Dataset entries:
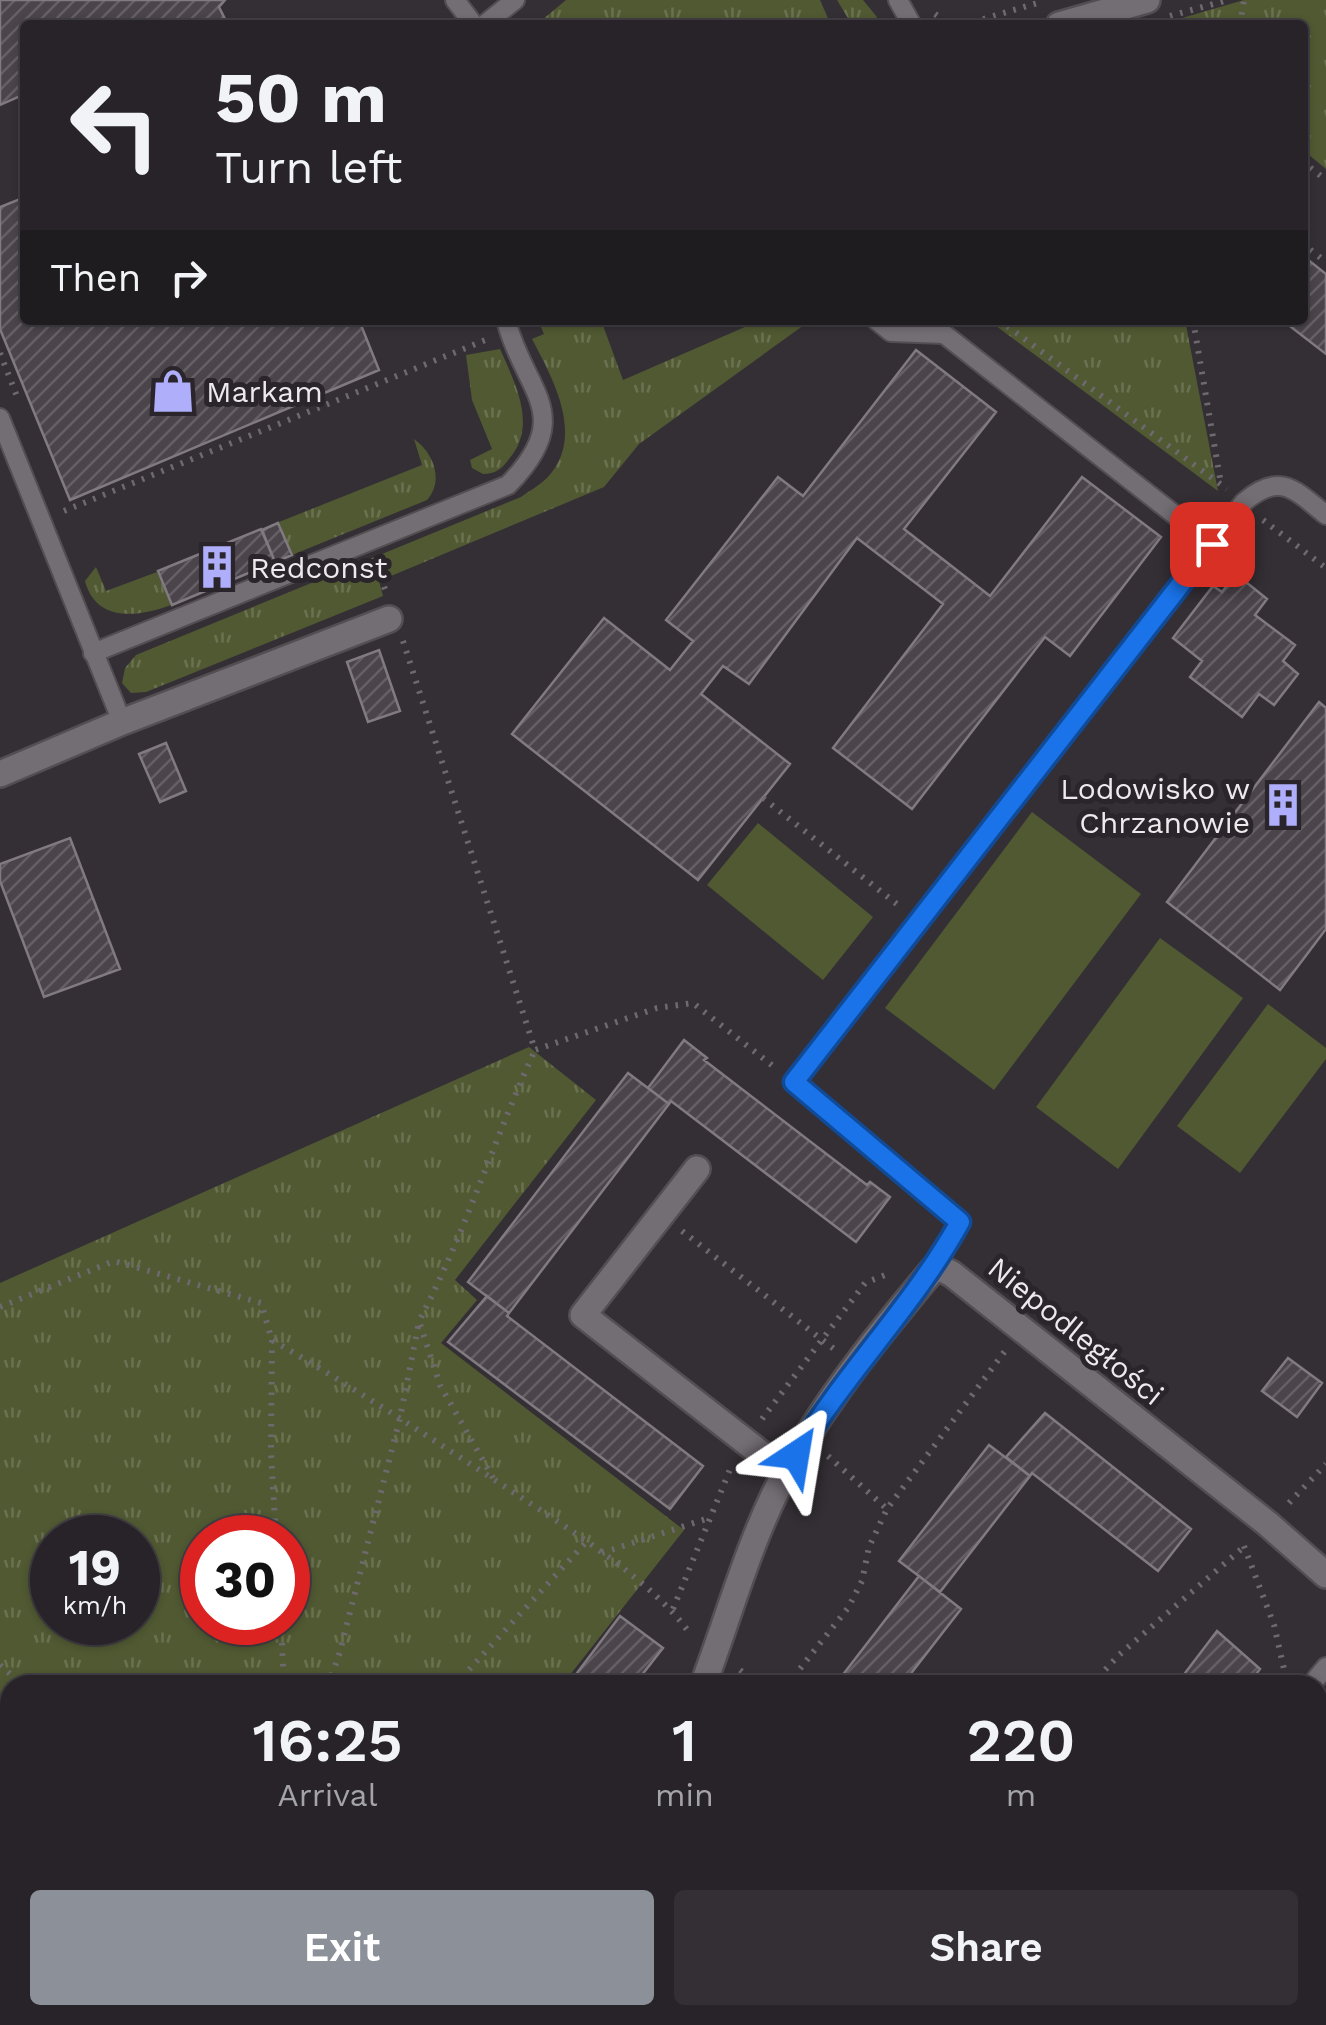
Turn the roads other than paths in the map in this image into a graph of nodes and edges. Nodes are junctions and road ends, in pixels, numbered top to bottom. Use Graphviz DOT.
graph roads {
  1 [pos="515,0"];
  2 [pos="1152,10"];
  3 [pos="490,20"];
  4 [pos="1090,20"];
  5 [pos="508,325"];
  6 [pos="882,325"];
  7 [pos="0,418"];
  8 [pos="1326,515"];
  9 [pos="1212,544"];
  10 [pos="392,618"];
  11 [pos="93,653"];
  12 [pos="122,722"];
  13 [pos="0,774"];
  14 [pos="697,1169"];
  15 [pos="936,1266"];
  16 [pos="786,1473"];
  17 [pos="1326,1575"];
  18 [pos="706,1675"];
  1 -- 3 [label="lane"];
  2 -- 4 [label="street"];
  5 -- 11 [label="lane"];
  6 -- 9 [label="lane"];
  7 -- 11 [label="lane"];
  8 -- 9 [label="lane"];
  9 -- 15 [label="lane"];
  10 -- 12 [label="street"];
  11 -- 12 [label="lane"];
  12 -- 13 [label="street"];
  14 -- 16 [label="street"];
  15 -- 16 [label="street"];
  15 -- 17 [label="street, Niepodległości"];
  16 -- 18 [label="street"];
}
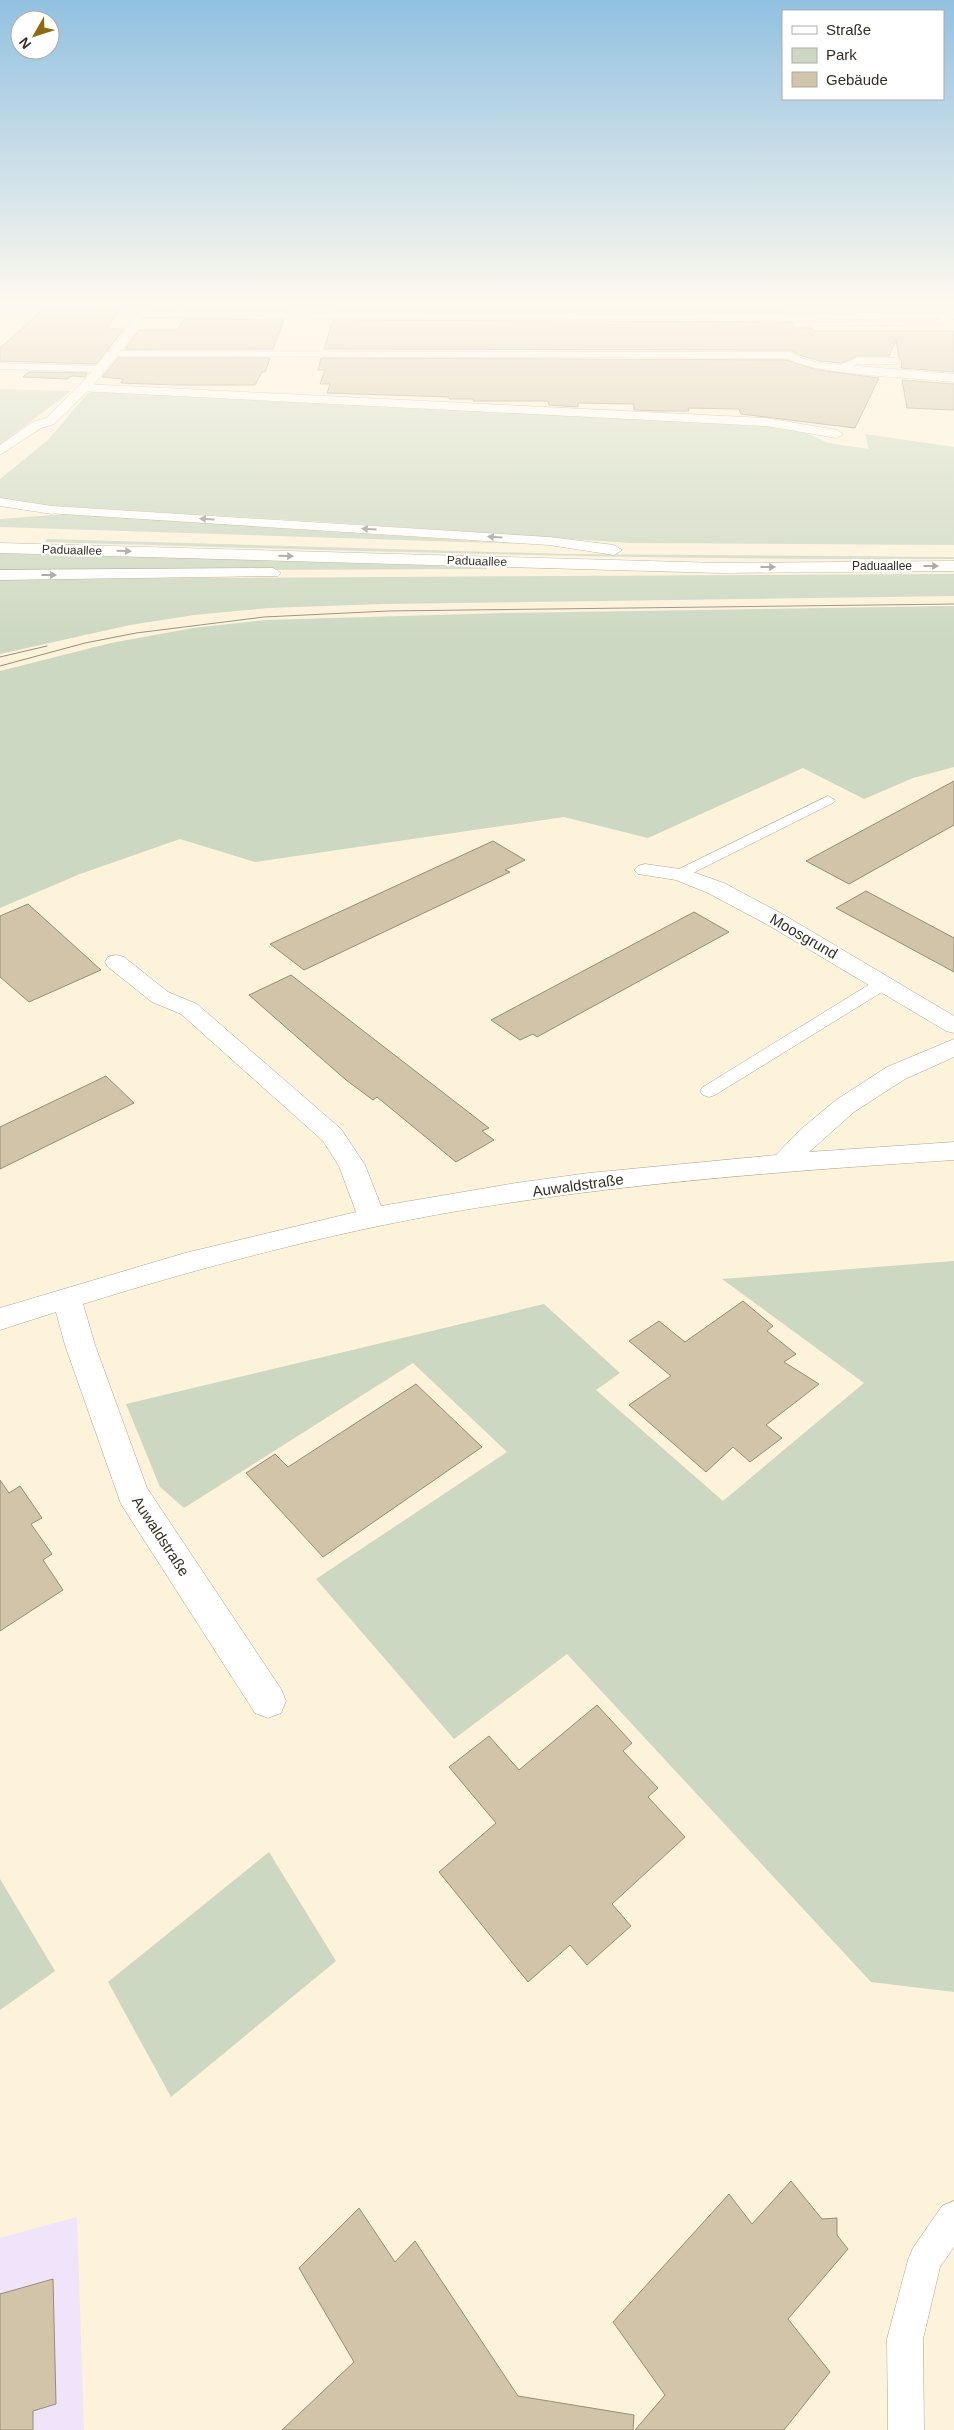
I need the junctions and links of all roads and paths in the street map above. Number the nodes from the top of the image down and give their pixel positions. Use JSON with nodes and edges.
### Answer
{"nodes":[{"id":1,"x":705,"y":419,"type":"edge"},
{"id":2,"x":50,"y":421,"type":"joint"},
{"id":3,"x":837,"y":434,"type":"dead end"},
{"id":4,"x":0,"y":451,"type":"edge"},
{"id":5,"x":14,"y":457,"type":"dead end"},
{"id":6,"x":0,"y":502,"type":"edge"},
{"id":7,"x":52,"y":510,"type":"junction"},
{"id":8,"x":0,"y":516,"type":"edge"},
{"id":9,"x":0,"y":536,"type":"edge"},
{"id":10,"x":44,"y":543,"type":"junction"},
{"id":11,"x":0,"y":548,"type":"edge"},
{"id":12,"x":631,"y":552,"type":"junction"},
{"id":13,"x":690,"y":552,"type":"dead end"},
{"id":14,"x":758,"y":553,"type":"dead end"},
{"id":15,"x":954,"y":553,"type":"edge"},
{"id":16,"x":954,"y":566,"type":"edge"},
{"id":17,"x":720,"y":568,"type":"junction"},
{"id":18,"x":293,"y":573,"type":"dead end"},
{"id":19,"x":351,"y":573,"type":"dead end"},
{"id":20,"x":0,"y":575,"type":"edge"},
{"id":21,"x":828,"y":800,"type":"dead end"},
{"id":22,"x":645,"y":870,"type":"dead end"},
{"id":23,"x":680,"y":874,"type":"junction"},
{"id":24,"x":116,"y":962,"type":"dead end"},
{"id":25,"x":884,"y":983,"type":"junction"},
{"id":26,"x":954,"y":1026,"type":"edge"},
{"id":27,"x":954,"y":1046,"type":"edge"},
{"id":28,"x":709,"y":1091,"type":"dead end"},
{"id":29,"x":954,"y":1151,"type":"edge"},
{"id":30,"x":784,"y":1162,"type":"junction"},
{"id":31,"x":372,"y":1218,"type":"junction"},
{"id":32,"x":67,"y":1298,"type":"junction"},
{"id":33,"x":0,"y":1320,"type":"edge"},
{"id":34,"x":268,"y":1701,"type":"dead end"},
{"id":35,"x":954,"y":2218,"type":"edge"},
{"id":36,"x":906,"y":2430,"type":"edge"}],
"edges":[{"from":1,"to":3,"type":"main road"},
{"from":2,"to":4,"type":"main road"},
{"from":2,"to":5,"type":"main road"},
{"from":6,"to":7,"type":"main road"},
{"from":7,"to":8,"type":"main road"},
{"from":12,"to":7,"type":"main road","one_way":true},
{"from":9,"to":10,"type":"main road","name":"Paduaallee"},
{"from":10,"to":11,"type":"main road","name":"Paduaallee"},
{"from":10,"to":12,"type":"main road","name":"Paduaallee"},
{"from":10,"to":17,"type":"main road","name":"Paduaallee","one_way":true},
{"from":12,"to":13,"type":"main road","name":"Paduaallee"},
{"from":14,"to":15,"type":"main road","name":"Paduaallee"},
{"from":17,"to":16,"type":"main road","name":"Paduaallee","one_way":true},
{"from":17,"to":19,"type":"main road"},
{"from":20,"to":18,"type":"main road","one_way":true},
{"from":21,"to":23,"type":"lane"},
{"from":22,"to":23,"type":"main road","name":"Moosgrund"},
{"from":23,"to":25,"type":"main road","name":"Moosgrund"},
{"from":24,"to":31,"type":"main road"},
{"from":25,"to":26,"type":"main road","name":"Moosgrund"},
{"from":25,"to":28,"type":"lane"},
{"from":27,"to":30,"type":"main road"},
{"from":29,"to":30,"type":"main road","name":"Auwaldstraße"},
{"from":30,"to":31,"type":"main road","name":"Auwaldstraße"},
{"from":31,"to":32,"type":"main road","name":"Auwaldstraße"},
{"from":32,"to":33,"type":"main road","name":"Auwaldstraße"},
{"from":32,"to":34,"type":"main road","name":"Auwaldstraße"},
{"from":35,"to":36,"type":"lane"}]}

Problem description: Give the entries above again word for word, without any pictures.

Completed exercise:
Turn the roads other than paths in the map in this image into a graph of nodes and edges. Nodes are junctions and road ends, in pixels, numbered top to bottom. Use Graphviz DOT.
graph roads {
  1 [pos="515,0"];
  2 [pos="1152,10"];
  3 [pos="490,20"];
  4 [pos="1090,20"];
  5 [pos="508,325"];
  6 [pos="882,325"];
  7 [pos="0,418"];
  8 [pos="1326,515"];
  9 [pos="1212,544"];
  10 [pos="392,618"];
  11 [pos="93,653"];
  12 [pos="122,722"];
  13 [pos="0,774"];
  14 [pos="697,1169"];
  15 [pos="936,1266"];
  16 [pos="786,1473"];
  17 [pos="1326,1575"];
  18 [pos="706,1675"];
  1 -- 3 [label="lane"];
  2 -- 4 [label="street"];
  5 -- 11 [label="lane"];
  6 -- 9 [label="lane"];
  7 -- 11 [label="lane"];
  8 -- 9 [label="lane"];
  9 -- 15 [label="lane"];
  10 -- 12 [label="street"];
  11 -- 12 [label="lane"];
  12 -- 13 [label="street"];
  14 -- 16 [label="street"];
  15 -- 16 [label="street"];
  15 -- 17 [label="street, Niepodległości"];
  16 -- 18 [label="street"];
}
I need the junctions and links of all roads and paths in the street map above. Number the nodes from the top of the image down and give their pixel positions. Use JSON with nodes and edges.
### Answer
{"nodes":[{"id":1,"x":705,"y":419,"type":"edge"},
{"id":2,"x":50,"y":421,"type":"joint"},
{"id":3,"x":837,"y":434,"type":"dead end"},
{"id":4,"x":0,"y":451,"type":"edge"},
{"id":5,"x":14,"y":457,"type":"dead end"},
{"id":6,"x":0,"y":502,"type":"edge"},
{"id":7,"x":52,"y":510,"type":"junction"},
{"id":8,"x":0,"y":516,"type":"edge"},
{"id":9,"x":0,"y":536,"type":"edge"},
{"id":10,"x":44,"y":543,"type":"junction"},
{"id":11,"x":0,"y":548,"type":"edge"},
{"id":12,"x":631,"y":552,"type":"junction"},
{"id":13,"x":690,"y":552,"type":"dead end"},
{"id":14,"x":758,"y":553,"type":"dead end"},
{"id":15,"x":954,"y":553,"type":"edge"},
{"id":16,"x":954,"y":566,"type":"edge"},
{"id":17,"x":720,"y":568,"type":"junction"},
{"id":18,"x":293,"y":573,"type":"dead end"},
{"id":19,"x":351,"y":573,"type":"dead end"},
{"id":20,"x":0,"y":575,"type":"edge"},
{"id":21,"x":828,"y":800,"type":"dead end"},
{"id":22,"x":645,"y":870,"type":"dead end"},
{"id":23,"x":680,"y":874,"type":"junction"},
{"id":24,"x":116,"y":962,"type":"dead end"},
{"id":25,"x":884,"y":983,"type":"junction"},
{"id":26,"x":954,"y":1026,"type":"edge"},
{"id":27,"x":954,"y":1046,"type":"edge"},
{"id":28,"x":709,"y":1091,"type":"dead end"},
{"id":29,"x":954,"y":1151,"type":"edge"},
{"id":30,"x":784,"y":1162,"type":"junction"},
{"id":31,"x":372,"y":1218,"type":"junction"},
{"id":32,"x":67,"y":1298,"type":"junction"},
{"id":33,"x":0,"y":1320,"type":"edge"},
{"id":34,"x":268,"y":1701,"type":"dead end"},
{"id":35,"x":954,"y":2218,"type":"edge"},
{"id":36,"x":906,"y":2430,"type":"edge"}],
"edges":[{"from":1,"to":3,"type":"main road"},
{"from":2,"to":4,"type":"main road"},
{"from":2,"to":5,"type":"main road"},
{"from":6,"to":7,"type":"main road"},
{"from":7,"to":8,"type":"main road"},
{"from":12,"to":7,"type":"main road","one_way":true},
{"from":9,"to":10,"type":"main road","name":"Paduaallee"},
{"from":10,"to":11,"type":"main road","name":"Paduaallee"},
{"from":10,"to":12,"type":"main road","name":"Paduaallee"},
{"from":10,"to":17,"type":"main road","name":"Paduaallee","one_way":true},
{"from":12,"to":13,"type":"main road","name":"Paduaallee"},
{"from":14,"to":15,"type":"main road","name":"Paduaallee"},
{"from":17,"to":16,"type":"main road","name":"Paduaallee","one_way":true},
{"from":17,"to":19,"type":"main road"},
{"from":20,"to":18,"type":"main road","one_way":true},
{"from":21,"to":23,"type":"lane"},
{"from":22,"to":23,"type":"main road","name":"Moosgrund"},
{"from":23,"to":25,"type":"main road","name":"Moosgrund"},
{"from":24,"to":31,"type":"main road"},
{"from":25,"to":26,"type":"main road","name":"Moosgrund"},
{"from":25,"to":28,"type":"lane"},
{"from":27,"to":30,"type":"main road"},
{"from":29,"to":30,"type":"main road","name":"Auwaldstraße"},
{"from":30,"to":31,"type":"main road","name":"Auwaldstraße"},
{"from":31,"to":32,"type":"main road","name":"Auwaldstraße"},
{"from":32,"to":33,"type":"main road","name":"Auwaldstraße"},
{"from":32,"to":34,"type":"main road","name":"Auwaldstraße"},
{"from":35,"to":36,"type":"lane"}]}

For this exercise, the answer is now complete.